Free education, especially for the underprivileged, is a basic privilege any government in power should provide
A perennial question asked by the layman, news anchors, and social media is: What is so special about JNU that makes it so different from other universities? The answer lies in JNU’s history and its motto: Fight to Read and Read to Change Society (Lado Padhne ke Liye aur Padho Samaaj Badalne ke Liye).
And this is not just a mere motto. It is actively practised by JNU students. Even while protesting, students of the university can be seen carrying books, notebooks and journals with them. The idea of creating JNU through the JNU Act by Parliament was to set up a university which was indeed fundamentally different from other existing universities at the time. Coincidentally, it was exactly 50 years ago that JNU came into existence.

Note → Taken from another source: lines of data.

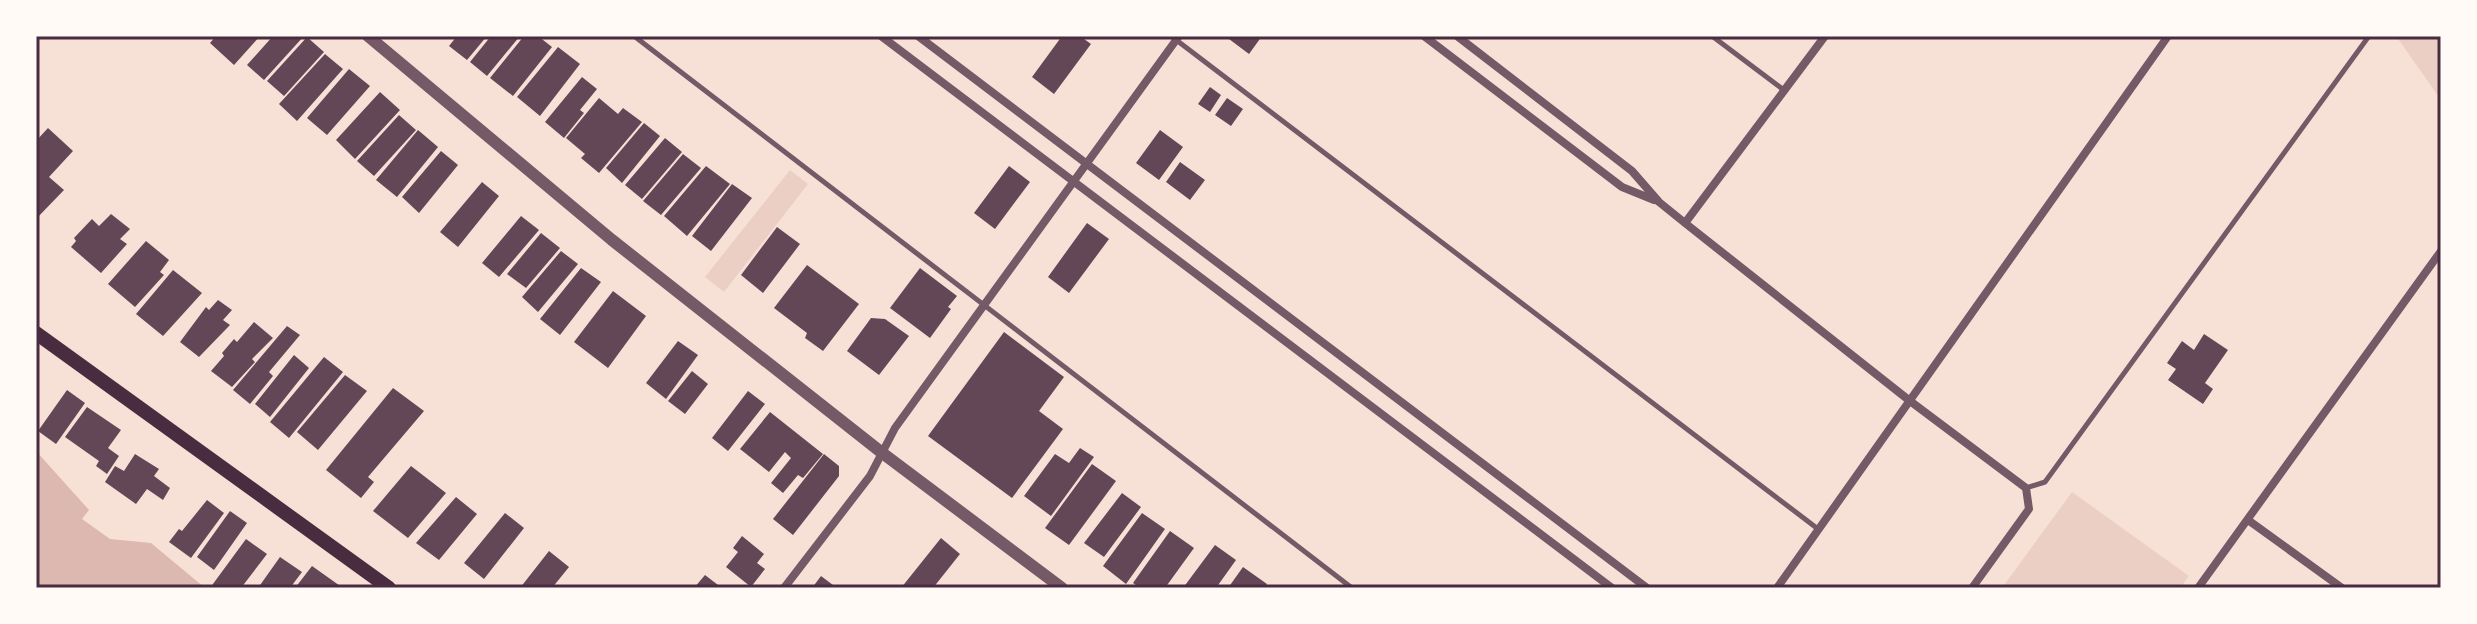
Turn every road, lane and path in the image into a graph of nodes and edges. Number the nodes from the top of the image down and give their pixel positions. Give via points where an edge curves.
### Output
1 (368, 36) edge
2 (634, 36) edge
3 (881, 36) edge
4 (918, 36) edge
5 (1424, 36) edge
6 (1457, 36) edge
7 (1712, 36) edge
8 (1825, 36) edge
9 (2168, 36) edge
10 (2369, 36) edge
11 (1176, 37) edge
12 (1784, 90) junction
13 (1085, 164) junction
14 (1073, 180) junction
15 (1659, 202) junction
16 (1685, 223) junction
17 (2441, 251) edge
18 (984, 304) junction
19 (36, 333) edge
20 (1910, 401) junction
21 (881, 452) junction
22 (2026, 488) junction
23 (2248, 520) junction
24 (1819, 530) junction
25 (389, 588) edge
26 (784, 588) edge
27 (1062, 588) edge
28 (1352, 588) edge
29 (1612, 588) edge
30 (1647, 588) edge
31 (1777, 588) edge
32 (1972, 588) edge
33 (2198, 588) edge
34 (2342, 588) edge

1 - 21 street via 612,240
2 - 18 lane
3 - 14 street
4 - 13 street
5 - 15 street via 1622,187
6 - 15 street via 1632,171
7 - 12 lane
8 - 12 street
9 - 20 street
10 - 22 lane via 2045,482
11 - 13 street
11 - 24 lane
12 - 16 street
13 - 14 street
13 - 30 street
14 - 18 street
14 - 29 street
15 - 16 street
16 - 20 street
17 - 23 street
18 - 21 street
18 - 28 lane
19 - 25 main road
20 - 22 street
20 - 24 street
21 - 26 street via 870,476
21 - 27 street
22 - 32 street via 2029,509
23 - 33 street
23 - 34 street
24 - 31 street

The university has truly embraced the last man standing. JNU is a space where a son of a high ranking bureaucrat from a metropolitan city would study and live together in the hostel with a tribal man’s son or street vendor’s son from the marginalised section. JNU was idealised and later made into a space where all caste, class, creed and community barriers would be destroyed. An idea taken directly from the Indian Constitution that aims to promote peace, harmony and social cohesion among various sections of the society.

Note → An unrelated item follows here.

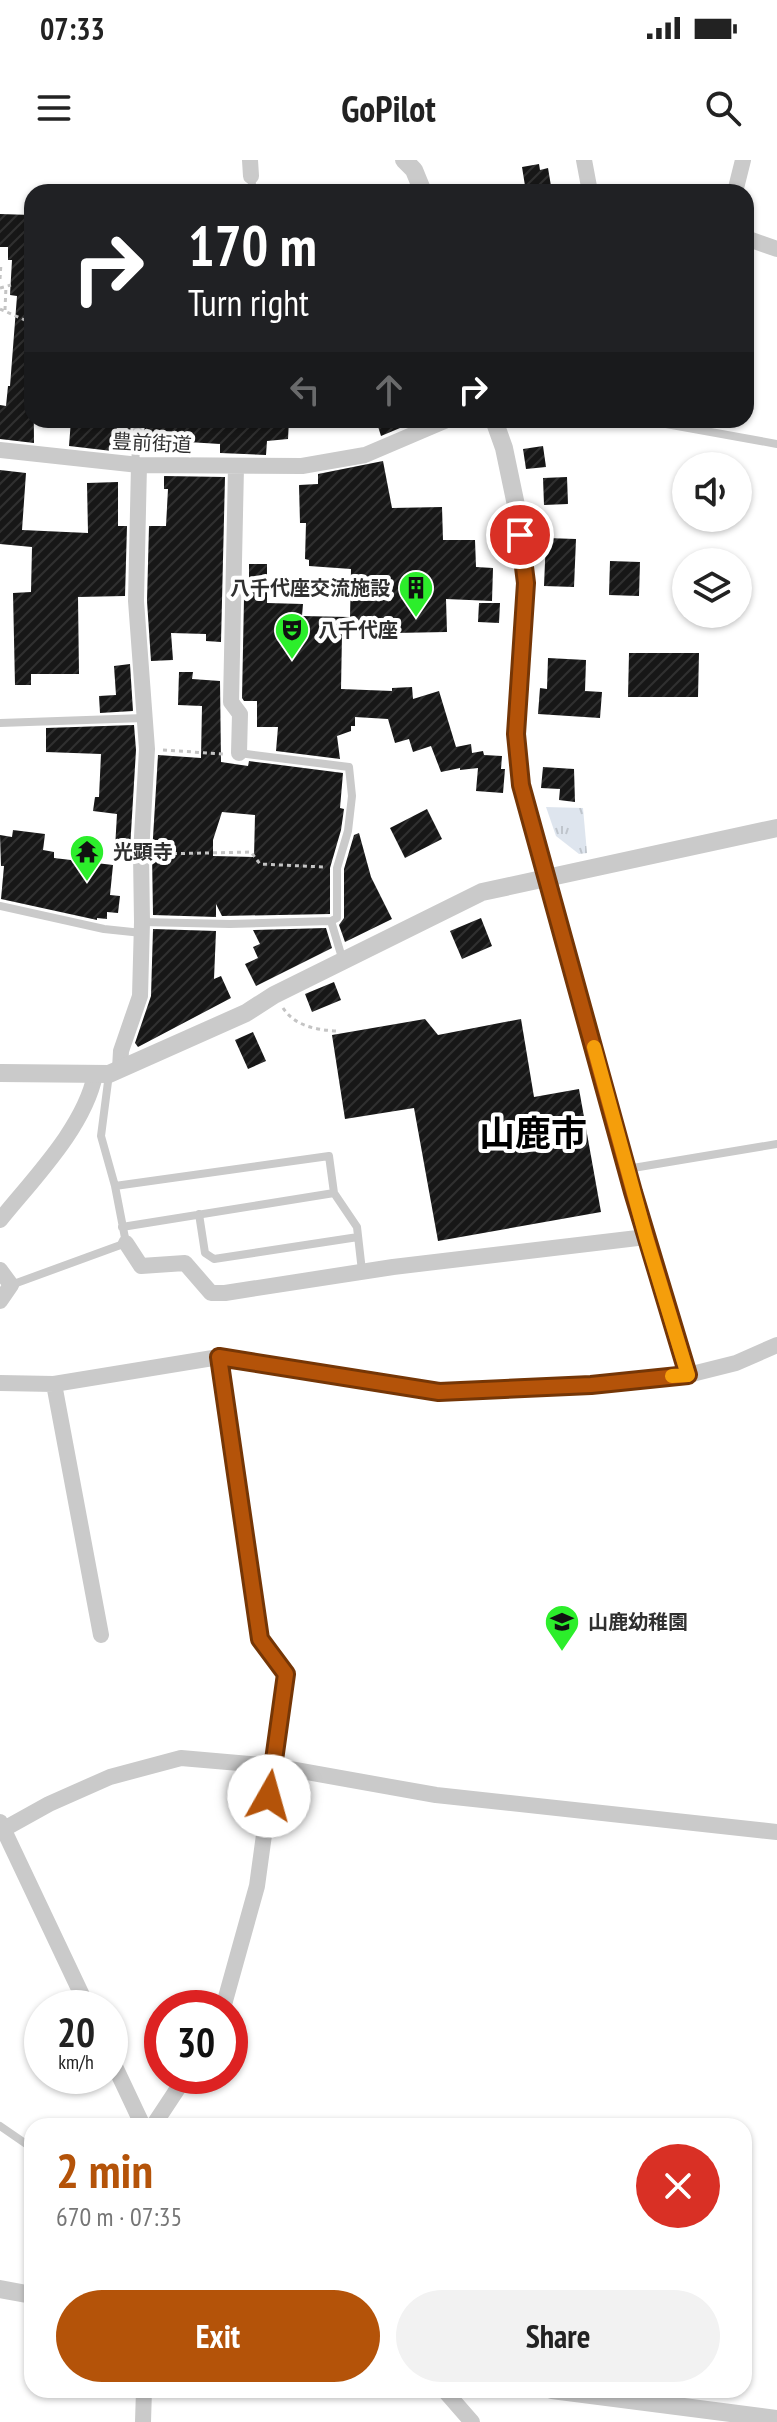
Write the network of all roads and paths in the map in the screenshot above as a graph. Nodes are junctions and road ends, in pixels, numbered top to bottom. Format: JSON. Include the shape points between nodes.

The university became a living example of that and generations of students have strived to maintain this uniqueness of JNU. The all-encompassing national character of JNU, where students from different socio-economic backgrounds come and make this university their home is second to none.
It is because of this character, a new student that enters JNU suddenly gets exposed to a lot of new and different ideas from all sides. It is here that a student is encouraged to question everything he/she is taught. And there is nothing which can’t be questioned, debated, argued or challenged in a rational way.
JNU not only ensures this but has actively made rules that promote the entry of marginalised students to the university by giving them extra merit points during the entrance examination. Similarly, the girl students were always given extra credit points to ensure their entry in higher education in large numbers. The result being that JNU has given the country a generation of fine academicians, scholars, bureaucrats, politicians and journalists from diverse and marginalised backgrounds.
The 2019 Economics Nobel winner Abhijit Banerjee is a JNU alumnus, who was sent to Tihar Jail as a student protestor against the Indira Gandhi regime. Two of the top Cabinet ministers in the Central government are from JNU — External Affairs Minister S Jaishankar and Finance Minister Nirmala Sitharaman.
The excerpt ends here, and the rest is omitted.